Et ce fut ainsi que tout à coup, palpitante dans cette minute où elle éprouva l’une des plus violentes émotions de sa vie, elle courut à la cheminée, et alluma coup sur coup les six flambeaux de cire rose qui s’y trouvaient.

Pour employer un mot vulgaire, mais dont la trivialité se relève d’on ne sait quelle grâce parisienne, c’était là un «fier toupet». De cette hardiesse, elle eut soudain conscience. Dès que les flambeaux furent allumés, elle comprit soudain le danger de sa situation; elle eut peur!…

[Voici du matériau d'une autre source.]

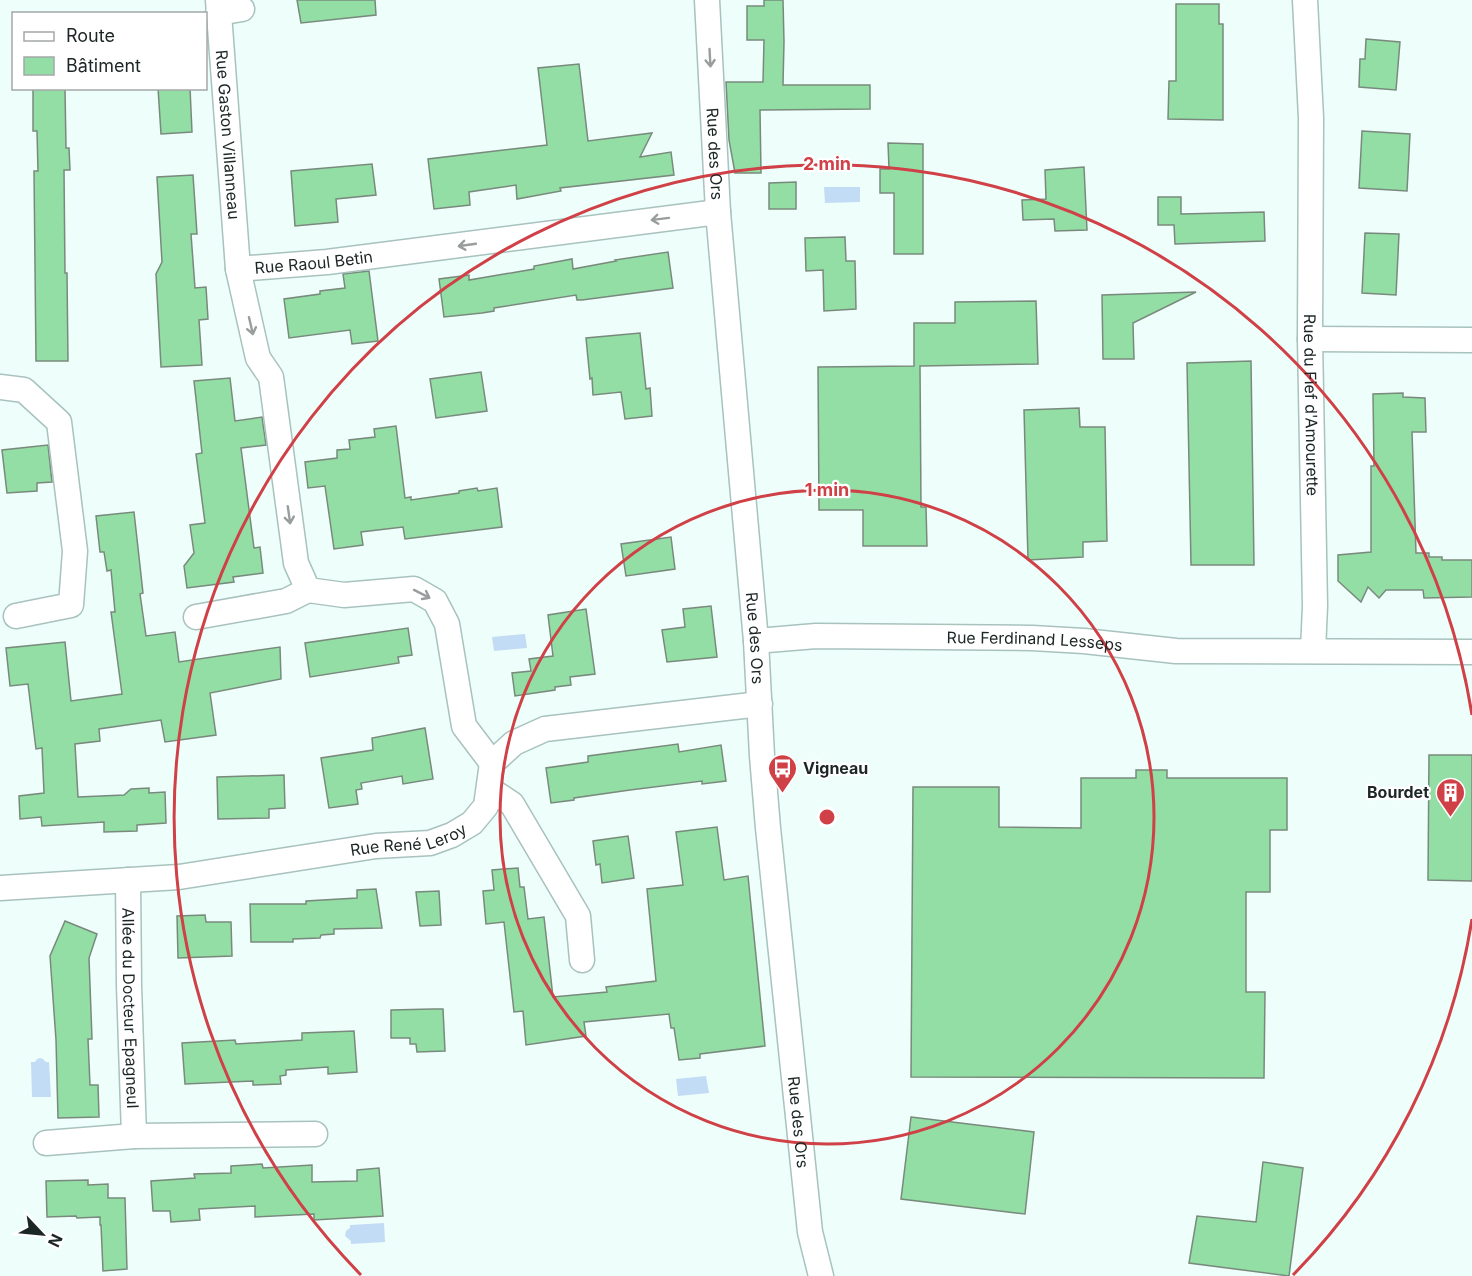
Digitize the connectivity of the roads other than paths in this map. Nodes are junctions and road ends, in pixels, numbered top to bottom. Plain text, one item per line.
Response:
1 (707, 0) edge
2 (1305, 0) edge
3 (218, 6) edge
4 (242, 9) dead end
5 (718, 212) junction
6 (238, 268) junction
7 (1311, 339) junction
8 (1472, 340) edge
9 (0, 387) edge
10 (308, 590) junction
11 (16, 616) dead end
12 (196, 617) dead end
13 (756, 641) junction
14 (1313, 651) junction
15 (1472, 652) edge
16 (760, 704) junction
17 (492, 764) junction
18 (489, 789) junction
19 (128, 880) junction
20 (0, 888) edge
21 (582, 960) dead end
22 (315, 1134) dead end
23 (134, 1136) junction
24 (46, 1143) dead end
25 (821, 1276) edge

1 -> 5 street, Rue des Ors
2 - 7 street, Rue du Fief d'Amourette
3 - 4 street
3 - 6 street, Rue Gaston Villanneau
5 -> 6 street, Rue Raoul Betin
5 - 13 street, Rue des Ors
6 -> 10 street, Rue Raoul Betin
7 - 8 street
7 - 14 street, Rue du Fief d'Amourette
9 - 11 street
10 - 12 street
10 -> 17 street
13 - 14 street, Rue Ferdinand Lesseps
13 - 16 street, Rue des Ors
14 - 15 street
16 - 17 street
16 - 25 street, Rue des Ors
17 - 18 street, Rue René Leroy
18 - 19 street, Rue René Leroy
18 - 21 street
19 - 20 street, Rue René Leroy
19 - 23 street, Allée du Docteur Epagneul
22 - 23 street
23 - 24 street

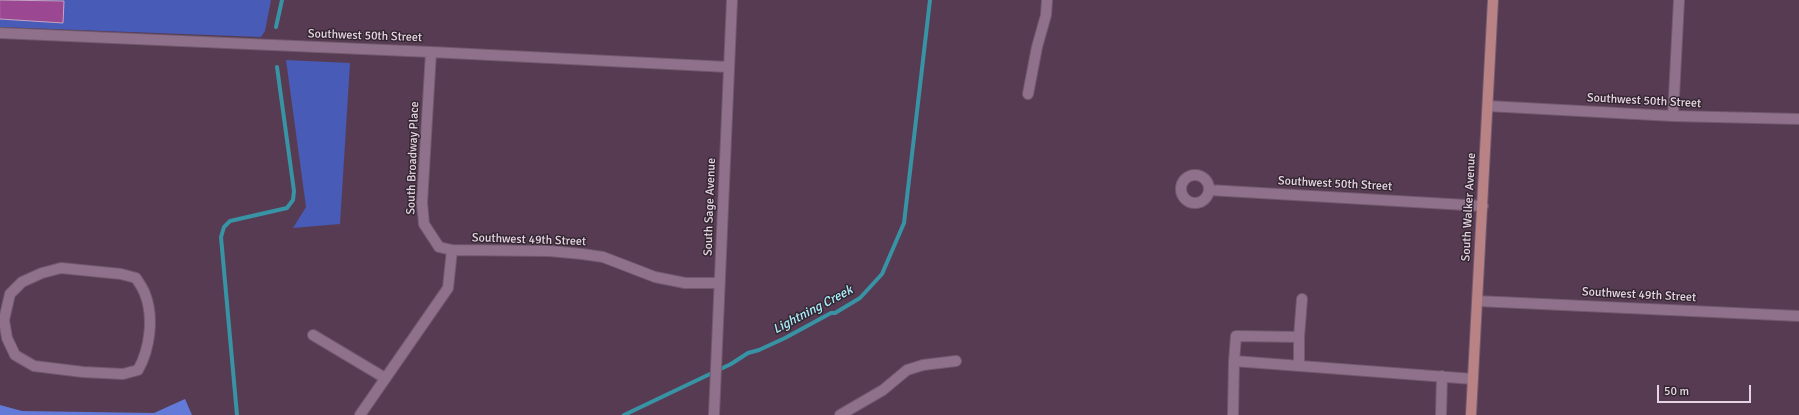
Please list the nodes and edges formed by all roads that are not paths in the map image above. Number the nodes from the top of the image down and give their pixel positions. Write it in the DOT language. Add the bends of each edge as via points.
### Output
graph roads {
  1 [pos="732,0"];
  2 [pos="1047,0"];
  3 [pos="1493,0"];
  4 [pos="1679,0"];
  5 [pos="0,33"];
  6 [pos="431,52"];
  7 [pos="728,68"];
  8 [pos="1028,94"];
  9 [pos="1488,106"];
  10 [pos="1672,116"];
  11 [pos="1799,120"];
  12 [pos="1209,190"];
  13 [pos="1483,206"];
  14 [pos="452,250"];
  15 [pos="720,283"];
  16 [pos="1302,299"];
  17 [pos="1477,301"];
  18 [pos="1799,316"];
  19 [pos="2,319"];
  20 [pos="313,335"];
  21 [pos="1299,337"];
  22 [pos="956,361"];
  23 [pos="1234,362"];
  24 [pos="1299,366"];
  25 [pos="1442,376"];
  26 [pos="385,378"];
  27 [pos="1473,380"];
  28 [pos="360,415"];
  29 [pos="714,415"];
  30 [pos="840,415"];
  31 [pos="1232,415"];
  32 [pos="1441,415"];
  33 [pos="1471,415"];
  1 -- 7 [label="street, South Sage Avenue"];
  2 -- 8 [label="street"];
  3 -- 9 [label="main road, South Walker Avenue"];
  4 -- 10 [label="street"];
  5 -- 6 [label="street, Southwest 50th Street"];
  6 -- 7 [label="street, Southwest 50th Street"];
  6 -- 14 [label="street, South Broadway Place" via="422,203 424,224 438,247"];
  7 -- 15 [label="street, South Sage Avenue"];
  9 -- 10 [label="street, Southwest 50th Street"];
  9 -- 13 [label="main road, South Walker Avenue"];
  10 -- 11 [label="street, Southwest 50th Street"];
  12 -- 13 [label="street, Southwest 50th Street"];
  13 -- 17 [label="main road, South Walker Avenue"];
  14 -- 15 [label="street, Southwest 49th Street" via="550,251 589,255 603,257 655,277 685,283"];
  14 -- 26 [label="street" via="448,288"];
  15 -- 29 [label="street, South Sage Avenue"];
  16 -- 21 [label="street"];
  17 -- 18 [label="street, Southwest 49th Street"];
  17 -- 27 [label="main road, South Walker Avenue"];
  19 -- 19 [label="street" via="15,355 34,366 123,374 138,370 144,359 150,312 145,293 136,278 61,268 22,282 10,294"];
  20 -- 26 [label="street"];
  21 -- 23 [label="street" via="1236,336"];
  21 -- 24 [label="street"];
  22 -- 30 [label="street" via="923,365 907,370 883,390"];
  23 -- 24 [label="street"];
  23 -- 31 [label="street"];
  24 -- 25 [label="street"];
  25 -- 27 [label="street"];
  25 -- 32 [label="street"];
  26 -- 28 [label="street"];
  27 -- 33 [label="main road, South Walker Avenue"];
}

Vivement, elle se cacha le visage dans ses deux mains, et, tournée vers la cheminée, attendit; ce fut un instant de terrible angoisse. Qu’allait dire cet homme qu’elle venait de jouer, de bafouer, alors que cet homme – le roi! – pouvait d’un signe l’envoyer à la Bastille!…

Louis, d’abord étonné de voir Jeanne s’échapper de ses bras pour courir à la cheminée, charmé de l’intention qu’il lui supposa, s’approcha de la jeune femme, et, doucement, l’obligea à se tourner vers lui.